> **WORK TO BE COMPLETED**:
The records below are split into lines. How many of those lines contain the string "Alexandrina"? Reply with the number only.

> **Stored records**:
....................

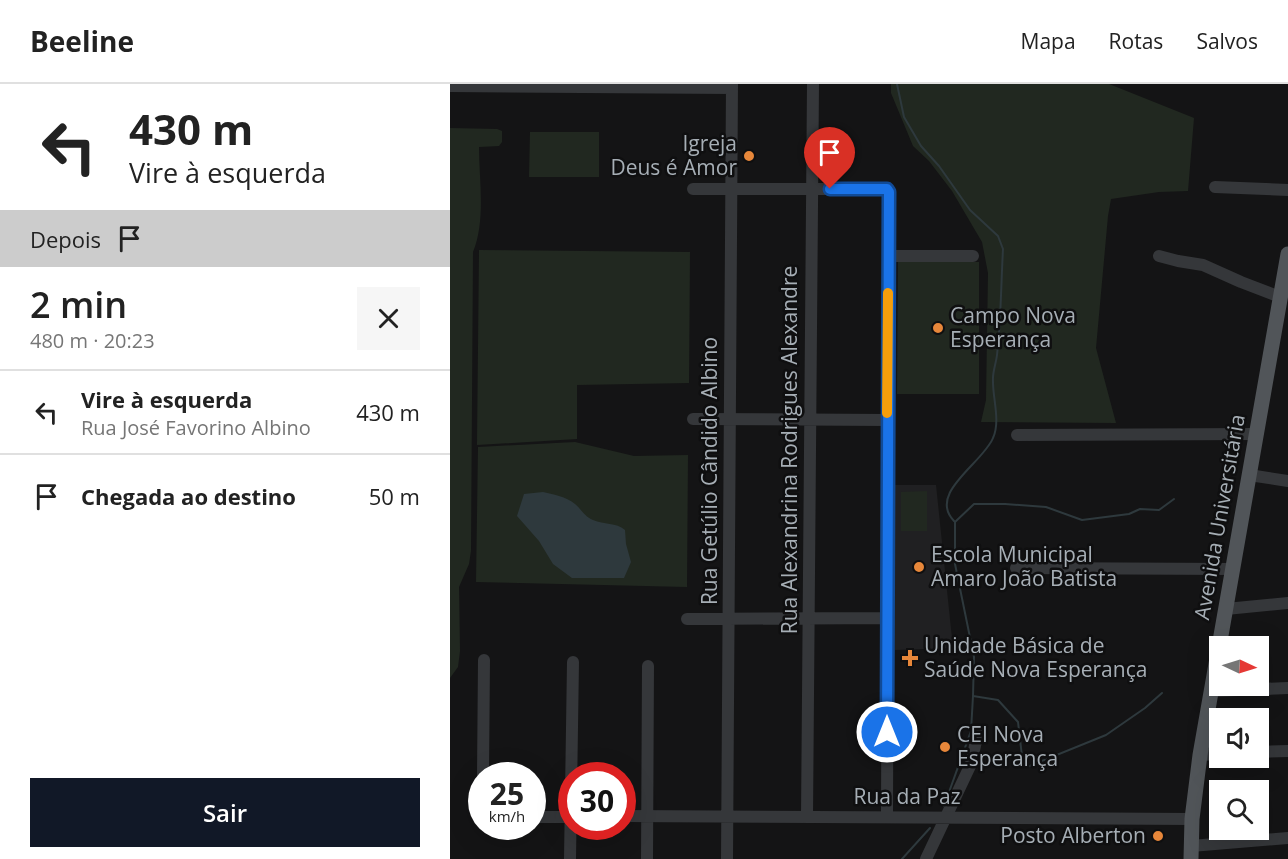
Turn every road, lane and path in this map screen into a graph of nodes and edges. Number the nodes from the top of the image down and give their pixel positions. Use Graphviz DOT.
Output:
graph roads {
  1 [pos="813,84"];
  2 [pos="500,85"];
  3 [pos="450,86"];
  4 [pos="577,86"];
  5 [pos="654,86"];
  6 [pos="732,86"];
  7 [pos="1287,186"];
  8 [pos="1215,187"];
  9 [pos="693,189"];
  10 [pos="732,189"];
  11 [pos="812,189"];
  12 [pos="1288,254"];
  13 [pos="888,256"];
  14 [pos="973,256"];
  15 [pos="1159,256"];
  16 [pos="1281,297"];
  17 [pos="1282,318"];
  18 [pos="693,419"];
  19 [pos="730,419"];
  20 [pos="810,420"];
  21 [pos="887,420"];
  22 [pos="1256,434"];
  23 [pos="1017,435"];
  24 [pos="1249,475"];
  25 [pos="1288,481"];
  26 [pos="1016,568"];
  27 [pos="1233,569"];
  28 [pos="1288,603"];
  29 [pos="1226,609"];
  30 [pos="809,618"];
  31 [pos="887,618"];
  32 [pos="687,619"];
  33 [pos="729,619"];
  34 [pos="1221,636"];
  35 [pos="484,660"];
  36 [pos="573,662"];
  37 [pos="648,666"];
  38 [pos="1288,688"];
  39 [pos="1269,689"];
  40 [pos="1210,696"];
  41 [pos="978,732"];
  42 [pos="1288,751"];
  43 [pos="1269,752"];
  44 [pos="1200,755"];
  45 [pos="1209,755"];
  46 [pos="483,762"];
  47 [pos="572,762"];
  48 [pos="636,816"];
  49 [pos="647,816"];
  50 [pos="728,817"];
  51 [pos="807,817"];
  52 [pos="886,817"];
  53 [pos="947,817"];
  54 [pos="1192,819"];
  55 [pos="1288,838"];
  56 [pos="570,840"];
  57 [pos="1191,852"];
  58 [pos="570,859"];
  59 [pos="647,859"];
  60 [pos="727,859"];
  61 [pos="926,859"];
  1 -- 11 [label="street, Rua Alexandrina Rodrigues Alexandre"];
  2 -- 3 [label="street"];
  2 -- 4 [label="street"];
  4 -- 5 [label="street"];
  5 -- 6 [label="street"];
  6 -- 10 [label="street, Rua Getúlio Cândido Albino"];
  7 -- 8 [label="street"];
  9 -- 10 [label="street"];
  10 -- 11 [label="street"];
  10 -- 19 [label="street, Rua Getúlio Cândido Albino"];
  11 -- 13 [label="street"];
  11 -- 20 [label="street, Rua Alexandrina Rodrigues Alexandre"];
  12 -- 16 [label="main road, Avenida Universitária"];
  13 -- 14 [label="street"];
  13 -- 21 [label="street"];
  15 -- 16 [label="street"];
  16 -- 17 [label="main road, Avenida Universitária"];
  17 -- 22 [label="main road, Avenida Universitária"];
  18 -- 19 [label="street"];
  19 -- 20 [label="street"];
  19 -- 33 [label="street, Rua Getúlio Cândido Albino"];
  20 -- 21 [label="street"];
  20 -- 30 [label="street, Rua Alexandrina Rodrigues Alexandre"];
  21 -- 31 [label="street"];
  22 -- 23 [label="street"];
  22 -- 24 [label="main road, Avenida Universitária"];
  24 -- 25 [label="street"];
  24 -- 27 [label="main road, Avenida Universitária"];
  26 -- 27 [label="street"];
  27 -- 29 [label="main road, Avenida Universitária"];
  28 -- 29 [label="street"];
  29 -- 34 [label="main road, Avenida Universitária"];
  30 -- 31 [label="street"];
  30 -- 33 [label="street"];
  30 -- 51 [label="street, Rua Alexandrina Rodrigues Alexandre"];
  31 -- 52 [label="street"];
  32 -- 33 [label="street"];
  33 -- 50 [label="street, Rua Getúlio Cândido Albino"];
  35 -- 46 [label="street"];
  36 -- 47 [label="street"];
  37 -- 49 [label="street"];
  38 -- 39 [label="street"];
  40 -- 44 [label="main road, Avenida Universitária"];
  41 -- 53 [label="street"];
  42 -- 43 [label="street"];
  44 -- 45 [label="street"];
  44 -- 54 [label="main road, Avenida Universitária"];
  48 -- 49 [label="street, Rua da Paz"];
  49 -- 50 [label="street, Rua da Paz"];
  49 -- 59 [label="street"];
  50 -- 51 [label="street, Rua da Paz"];
  50 -- 60 [label="street, Rua Getúlio Cândido Albino"];
  51 -- 52 [label="street, Rua da Paz"];
  52 -- 53 [label="street, Rua da Paz"];
  53 -- 54 [label="street, Rua da Paz"];
  53 -- 61 [label="street"];
  54 -- 57 [label="main road, Avenida Universitária"];
  55 -- 57 [label="street"];
  56 -- 58 [label="street"];
}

....................

> **OUTPUT BELOW**:
4